As district leaders, we need to use the lens that dyslexia provides as we put in place the programs, structures and supports to develop strong readers. Although practice is critical for the mastery of fluency and vocabulary development, providing programs that essentially tell struggling readers to read more, practice more and suffer more only adds to their frustration and feelings of failure. The goal is to prevent the emergence of developmental reading disorders by providing targeted instruction in the regular classroom, with support from reading specialists and special educators.
Acting Systemically
Andover now works with the Tufts Center for Reading and Language Research and with Harvard Medical School to identify and apply more effective approaches to recognize and address dyslexia. A systemic approach includes such elements as:
- An early-screening model using behavioral tasks that are the strongest predictors of reading failure;
- Data teams across elementary schools, so students can be identified, grouped for instructional interventions and monitored for progress;
- Staff development for all teachers, so they understand the hallmarks of atypical reading development;
- Training in the systematic, explicit, direct interventions that students with early reading failure require;
- Ongoing, embedded staff development, including coaches who can support teachers as they work with struggling students; and
- Mapping the developmental trajectory of reading acquisition, placing interventions where students’ specific deficits lie.
National and state policymakers are beginning to call attention to dyslexia. In 2016, Congress adopted the Research Excellence and Advancements for Dyslexia Act (READ Act, H.R. 3033). Legislatures in 36 states have passed dyslexia-related legislation. School districts now can take the lead in providing students with the foundation they need to read and understand the complex texts required to reach their college and career goals.
Author
Additional Resources
Authors Sheldon Berman and Sara Stetson suggest these resources related to dyslexia among students.
Academy of Orton-Gillingham Practitioners and Educators. Orton-Gillingham methodology is a primary remediation for students with dyslexia. The academy provides training to educators.
Children of the Code. This is a collection of interviews with reading researchers and videos for educators.
Florida Center for Reading Research. The center conducts and disseminates research and practical resources on all aspects of literacy development.
Gaab Laboratory at Boston Children’s Hospital. Nadine Gaab’s neuroscience laboratory uses functional magnetic resonance imaging to study the brain processes involved in dyslexia and other language-based learning disabilities.
Gabrieli Lab at Massachusetts Institute of Technology. The lab is a multidisciplinary effort among MIT, Massachusetts General Hospital and Harvard Medical School using brain imaging to study brain-behavior relationships.
International Dyslexia Association. The association provides research and resources on developmental dyslexia.

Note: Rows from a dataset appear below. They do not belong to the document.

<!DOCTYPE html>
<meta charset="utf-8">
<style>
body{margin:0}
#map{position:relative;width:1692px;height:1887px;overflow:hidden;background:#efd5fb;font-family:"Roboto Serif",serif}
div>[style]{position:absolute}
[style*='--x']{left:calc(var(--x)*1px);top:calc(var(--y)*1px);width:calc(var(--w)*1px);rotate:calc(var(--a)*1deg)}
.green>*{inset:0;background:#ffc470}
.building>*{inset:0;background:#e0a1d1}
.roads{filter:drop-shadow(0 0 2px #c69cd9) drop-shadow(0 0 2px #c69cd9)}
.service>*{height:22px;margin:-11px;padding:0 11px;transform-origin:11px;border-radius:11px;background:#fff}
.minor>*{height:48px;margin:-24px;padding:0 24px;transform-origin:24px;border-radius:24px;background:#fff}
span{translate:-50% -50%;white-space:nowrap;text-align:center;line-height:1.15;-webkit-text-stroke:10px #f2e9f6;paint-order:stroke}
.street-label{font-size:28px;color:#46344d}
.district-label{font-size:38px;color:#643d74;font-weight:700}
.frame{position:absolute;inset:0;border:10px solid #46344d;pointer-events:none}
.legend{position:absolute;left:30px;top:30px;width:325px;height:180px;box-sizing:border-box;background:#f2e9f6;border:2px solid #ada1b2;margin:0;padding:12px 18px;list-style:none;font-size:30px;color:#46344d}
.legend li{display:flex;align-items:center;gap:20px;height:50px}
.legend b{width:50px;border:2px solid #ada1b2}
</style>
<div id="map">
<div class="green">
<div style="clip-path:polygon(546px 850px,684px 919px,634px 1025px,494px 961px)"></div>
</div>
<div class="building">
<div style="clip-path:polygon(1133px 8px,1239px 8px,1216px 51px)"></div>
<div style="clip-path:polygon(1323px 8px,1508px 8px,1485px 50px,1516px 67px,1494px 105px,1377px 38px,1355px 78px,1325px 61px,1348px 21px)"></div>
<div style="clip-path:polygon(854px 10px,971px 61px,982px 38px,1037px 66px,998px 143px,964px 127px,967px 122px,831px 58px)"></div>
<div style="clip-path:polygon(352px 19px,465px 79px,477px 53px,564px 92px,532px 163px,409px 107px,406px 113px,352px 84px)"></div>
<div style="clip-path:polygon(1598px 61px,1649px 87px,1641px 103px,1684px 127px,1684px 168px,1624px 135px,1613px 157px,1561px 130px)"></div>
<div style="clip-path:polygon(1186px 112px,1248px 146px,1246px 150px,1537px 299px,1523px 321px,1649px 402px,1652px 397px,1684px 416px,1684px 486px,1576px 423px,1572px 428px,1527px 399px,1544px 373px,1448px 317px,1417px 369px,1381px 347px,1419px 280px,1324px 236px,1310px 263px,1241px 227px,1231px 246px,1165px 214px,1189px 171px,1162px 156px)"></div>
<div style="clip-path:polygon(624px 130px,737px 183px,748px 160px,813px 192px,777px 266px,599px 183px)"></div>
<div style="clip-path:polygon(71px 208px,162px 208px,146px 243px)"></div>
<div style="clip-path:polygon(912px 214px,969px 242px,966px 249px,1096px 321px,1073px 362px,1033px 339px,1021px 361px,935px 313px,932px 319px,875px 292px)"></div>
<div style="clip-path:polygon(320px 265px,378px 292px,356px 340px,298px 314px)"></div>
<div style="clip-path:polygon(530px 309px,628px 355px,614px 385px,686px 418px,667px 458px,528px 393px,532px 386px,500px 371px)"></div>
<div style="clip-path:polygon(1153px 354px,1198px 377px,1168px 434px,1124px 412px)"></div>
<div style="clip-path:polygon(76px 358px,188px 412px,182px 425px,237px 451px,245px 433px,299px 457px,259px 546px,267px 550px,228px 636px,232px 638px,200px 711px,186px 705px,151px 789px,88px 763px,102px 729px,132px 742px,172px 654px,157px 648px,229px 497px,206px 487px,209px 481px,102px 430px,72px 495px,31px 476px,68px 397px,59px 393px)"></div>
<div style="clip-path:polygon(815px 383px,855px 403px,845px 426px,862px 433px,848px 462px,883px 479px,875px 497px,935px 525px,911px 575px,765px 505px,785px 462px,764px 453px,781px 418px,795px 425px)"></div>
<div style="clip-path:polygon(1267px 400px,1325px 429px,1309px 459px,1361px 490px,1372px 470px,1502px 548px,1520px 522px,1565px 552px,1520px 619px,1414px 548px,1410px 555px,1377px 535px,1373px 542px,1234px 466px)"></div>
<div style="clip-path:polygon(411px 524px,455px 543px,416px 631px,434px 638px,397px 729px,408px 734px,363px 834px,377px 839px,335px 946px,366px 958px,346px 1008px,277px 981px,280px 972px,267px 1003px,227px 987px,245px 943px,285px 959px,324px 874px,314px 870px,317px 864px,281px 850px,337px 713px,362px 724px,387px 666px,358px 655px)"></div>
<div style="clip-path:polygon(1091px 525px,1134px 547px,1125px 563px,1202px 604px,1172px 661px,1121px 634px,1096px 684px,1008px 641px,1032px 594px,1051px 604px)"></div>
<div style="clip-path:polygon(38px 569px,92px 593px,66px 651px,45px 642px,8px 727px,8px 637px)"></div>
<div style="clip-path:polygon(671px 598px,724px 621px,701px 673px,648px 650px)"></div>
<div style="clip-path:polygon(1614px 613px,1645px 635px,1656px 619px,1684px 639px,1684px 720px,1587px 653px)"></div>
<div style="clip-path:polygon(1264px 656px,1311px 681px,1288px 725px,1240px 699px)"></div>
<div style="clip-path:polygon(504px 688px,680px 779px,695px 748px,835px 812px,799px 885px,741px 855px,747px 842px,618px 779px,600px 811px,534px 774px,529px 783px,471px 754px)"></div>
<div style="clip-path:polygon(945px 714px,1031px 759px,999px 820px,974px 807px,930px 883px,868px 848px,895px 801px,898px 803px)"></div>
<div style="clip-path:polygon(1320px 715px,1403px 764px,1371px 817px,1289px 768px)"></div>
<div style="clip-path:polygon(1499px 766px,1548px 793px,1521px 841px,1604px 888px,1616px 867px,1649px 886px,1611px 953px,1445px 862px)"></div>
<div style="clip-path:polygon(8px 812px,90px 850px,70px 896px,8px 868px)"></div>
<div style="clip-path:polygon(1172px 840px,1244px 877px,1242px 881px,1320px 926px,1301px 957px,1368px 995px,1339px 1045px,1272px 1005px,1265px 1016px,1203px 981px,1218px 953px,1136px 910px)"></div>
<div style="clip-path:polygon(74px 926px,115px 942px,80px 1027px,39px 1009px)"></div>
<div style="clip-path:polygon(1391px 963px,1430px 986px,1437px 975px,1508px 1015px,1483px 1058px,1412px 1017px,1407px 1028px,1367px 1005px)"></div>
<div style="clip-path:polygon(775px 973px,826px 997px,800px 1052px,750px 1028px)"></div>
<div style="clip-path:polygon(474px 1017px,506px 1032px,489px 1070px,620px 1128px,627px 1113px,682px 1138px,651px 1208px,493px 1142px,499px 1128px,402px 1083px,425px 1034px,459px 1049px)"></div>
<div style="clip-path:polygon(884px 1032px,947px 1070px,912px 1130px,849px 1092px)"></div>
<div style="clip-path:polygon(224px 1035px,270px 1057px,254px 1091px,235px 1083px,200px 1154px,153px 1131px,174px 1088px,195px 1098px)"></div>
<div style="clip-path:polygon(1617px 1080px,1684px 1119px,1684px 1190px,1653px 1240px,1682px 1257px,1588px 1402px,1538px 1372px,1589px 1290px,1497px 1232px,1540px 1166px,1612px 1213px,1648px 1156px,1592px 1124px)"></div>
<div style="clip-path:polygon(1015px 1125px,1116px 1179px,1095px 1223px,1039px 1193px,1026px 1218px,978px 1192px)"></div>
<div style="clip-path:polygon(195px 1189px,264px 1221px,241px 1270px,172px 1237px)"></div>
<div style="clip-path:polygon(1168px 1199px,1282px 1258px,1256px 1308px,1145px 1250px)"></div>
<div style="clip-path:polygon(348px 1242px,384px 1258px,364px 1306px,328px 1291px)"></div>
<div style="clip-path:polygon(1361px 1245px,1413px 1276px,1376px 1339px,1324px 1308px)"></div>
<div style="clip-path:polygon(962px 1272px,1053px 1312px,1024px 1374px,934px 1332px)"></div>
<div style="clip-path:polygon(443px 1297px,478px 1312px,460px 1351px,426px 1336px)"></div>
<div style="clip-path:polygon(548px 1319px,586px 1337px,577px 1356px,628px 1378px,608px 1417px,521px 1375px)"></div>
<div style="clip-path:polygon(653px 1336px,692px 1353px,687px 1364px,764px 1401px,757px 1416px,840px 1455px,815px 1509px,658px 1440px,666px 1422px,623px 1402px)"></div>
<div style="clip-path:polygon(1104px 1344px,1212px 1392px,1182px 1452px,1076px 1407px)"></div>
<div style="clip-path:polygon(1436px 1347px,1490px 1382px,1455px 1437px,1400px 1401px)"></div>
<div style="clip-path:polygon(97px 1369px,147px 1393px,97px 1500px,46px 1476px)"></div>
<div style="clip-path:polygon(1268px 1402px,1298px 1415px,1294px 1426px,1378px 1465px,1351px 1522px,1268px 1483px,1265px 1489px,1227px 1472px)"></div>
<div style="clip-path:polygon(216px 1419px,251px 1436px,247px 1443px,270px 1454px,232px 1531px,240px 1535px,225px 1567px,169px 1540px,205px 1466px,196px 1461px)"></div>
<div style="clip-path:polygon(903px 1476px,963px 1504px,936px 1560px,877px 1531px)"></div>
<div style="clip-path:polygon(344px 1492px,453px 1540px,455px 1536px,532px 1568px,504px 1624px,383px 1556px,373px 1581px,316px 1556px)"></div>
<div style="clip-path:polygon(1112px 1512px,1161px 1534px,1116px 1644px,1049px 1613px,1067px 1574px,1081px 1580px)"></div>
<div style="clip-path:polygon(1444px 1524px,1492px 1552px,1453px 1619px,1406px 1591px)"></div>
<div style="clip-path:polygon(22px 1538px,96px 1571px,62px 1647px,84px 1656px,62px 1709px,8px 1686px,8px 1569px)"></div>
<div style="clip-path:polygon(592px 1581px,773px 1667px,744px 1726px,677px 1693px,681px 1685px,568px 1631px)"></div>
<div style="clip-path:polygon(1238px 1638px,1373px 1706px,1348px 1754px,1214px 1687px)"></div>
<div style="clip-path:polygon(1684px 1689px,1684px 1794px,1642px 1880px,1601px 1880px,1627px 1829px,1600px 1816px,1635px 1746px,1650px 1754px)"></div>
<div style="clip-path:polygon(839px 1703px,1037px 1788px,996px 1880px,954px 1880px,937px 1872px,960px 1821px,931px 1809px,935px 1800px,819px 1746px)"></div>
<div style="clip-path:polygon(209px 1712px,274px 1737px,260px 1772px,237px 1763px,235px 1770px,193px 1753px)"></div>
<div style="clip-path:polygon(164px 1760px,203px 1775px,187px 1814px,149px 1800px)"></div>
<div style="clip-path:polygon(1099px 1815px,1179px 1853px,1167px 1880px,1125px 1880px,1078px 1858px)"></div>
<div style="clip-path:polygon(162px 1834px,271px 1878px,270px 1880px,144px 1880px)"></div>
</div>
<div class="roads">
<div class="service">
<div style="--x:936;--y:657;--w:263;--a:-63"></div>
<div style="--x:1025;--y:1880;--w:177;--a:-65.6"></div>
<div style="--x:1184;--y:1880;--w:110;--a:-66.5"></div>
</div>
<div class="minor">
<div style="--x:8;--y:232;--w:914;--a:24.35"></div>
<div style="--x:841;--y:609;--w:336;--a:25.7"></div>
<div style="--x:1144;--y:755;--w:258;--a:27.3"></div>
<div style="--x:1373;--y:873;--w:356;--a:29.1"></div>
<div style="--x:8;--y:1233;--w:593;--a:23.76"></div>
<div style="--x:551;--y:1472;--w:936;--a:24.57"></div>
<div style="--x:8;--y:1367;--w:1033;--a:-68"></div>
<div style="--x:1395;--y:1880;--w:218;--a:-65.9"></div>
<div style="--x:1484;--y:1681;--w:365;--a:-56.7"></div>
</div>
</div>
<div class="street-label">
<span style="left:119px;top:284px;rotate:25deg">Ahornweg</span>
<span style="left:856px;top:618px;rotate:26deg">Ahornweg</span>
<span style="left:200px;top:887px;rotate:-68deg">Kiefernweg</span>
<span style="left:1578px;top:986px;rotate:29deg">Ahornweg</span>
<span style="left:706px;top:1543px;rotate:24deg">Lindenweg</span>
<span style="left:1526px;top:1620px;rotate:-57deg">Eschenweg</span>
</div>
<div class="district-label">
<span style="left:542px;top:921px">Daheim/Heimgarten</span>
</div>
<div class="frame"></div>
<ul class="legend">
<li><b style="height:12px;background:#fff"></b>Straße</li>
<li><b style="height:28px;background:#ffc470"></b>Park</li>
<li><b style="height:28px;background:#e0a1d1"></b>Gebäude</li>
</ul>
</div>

Lindamood Phoneme Sequencing. This program teaches students to discriminate speech sounds by discovering and labeling the oral-motor characteristics of phonemes.
Massachusetts General Hospital Institute of Health Professions. The institute provides current information and training for dyslexia intervention specialists.
Tufts University Center for Reading and Language Research. The center provides professional development and intervention for supporting children with reading disorders.
Wilson Language Training Center. The center uses an Orton-Gillingham-based instructional program.
Yale Center for Dyslexia and Creativity. The center highlights the strengths of people with dyslexia.